Bless'd to imagine every small increase
A father's wishes for his child would crown,
His youth protect in competence with peace,
And shield his manhood from Misfortune's frown.
Did twins Pastora's tender ewe produce;
Her cleanly dairy with profusion glow,
She wish'd the produce for no other use,
Than on her darling fav'rite to bestow.
Oh! what avails the father's pleasing thought!
Ah! what avails his captivating hope!
The mother's fondness with endearments fraught,
Each pleasing view thro' Fancy's telescope!
Of every hope, of every wish, their bloom,
Let grief parental teach the seas to flow;
He fell an early victim to the tomb;
What parent heart but feels a parent's woe!

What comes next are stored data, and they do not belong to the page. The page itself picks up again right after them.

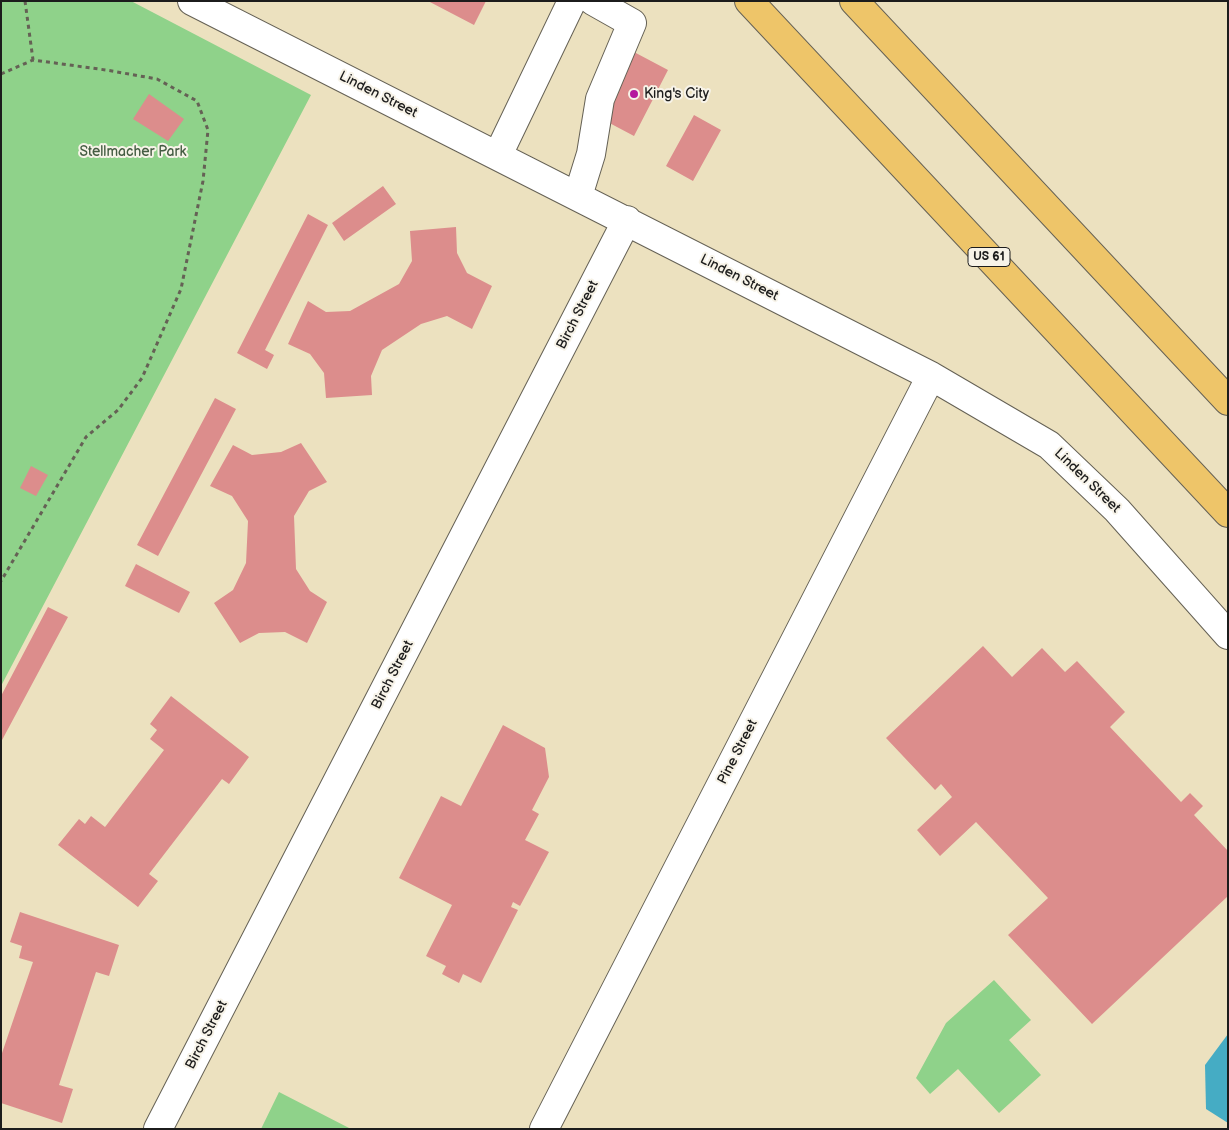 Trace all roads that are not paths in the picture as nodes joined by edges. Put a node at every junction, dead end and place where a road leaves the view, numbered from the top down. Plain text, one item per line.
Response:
1 (192, 1) edge
2 (572, 1) edge
3 (593, 1) edge
4 (749, 1) edge
5 (854, 1) edge
6 (498, 155) junction
7 (578, 196) junction
8 (627, 220) junction
9 (932, 376) junction
10 (1228, 401) edge
11 (1228, 513) edge
12 (1228, 635) edge
13 (158, 1129) edge
14 (544, 1129) edge

1 - 6 street, Linden Street
2 - 6 street
3 - 7 street
4 - 11 main road, US 61
5 - 10 main road
6 - 7 street, Linden Street
7 - 8 street, Linden Street
8 - 9 street, Linden Street
8 - 13 street, Birch Street
9 - 12 street, Linden Street
9 - 14 street, Pine Street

The scene thus chang'd, let sympathy of grief,
Unhappy Corydon, thy sorrows share!
But how shall Condolence afford relief
To sad Pastora with dishevel'd hair?
Frantic and wild she heaves the burden'd sigh;
To melancholy sinks a willing prey,
Views her sons obsequies with streaming eye,
Nor wishes death one moment to delay.
In vain did Corydon advice impart,
With manly fortitude his sighs suppress;
By comforts strive to soothe his partner's heart,
And urge their offspring's endless happiness.
In vain remonstrance friendly counsel lent;
Within the course of one succeeding year
Her life, in ceaseless lamentations spent,
In sad procession pass'd Pastora's bier.
Much pity'd Corydon exerts his sense
In all the manliness of silent woe;
"No wrong," he cry'd, "can mercy's God dispense;
The ways of heav'n shall man presume to know?"
Lo! in yon sacred ground, the yew-tree nigh,
Two graves are clos'd with one sepulchral stone,
Engrav'd by Corydon with many a sigh:
"'Twas, Heav'n, thy will, and let that will be done."
The suff'ring sage to solitude resign'd,
'Twas mine to prove the sympathetic friend,
To check the painful startings of his mind,
And consolation's healing powr's to lend.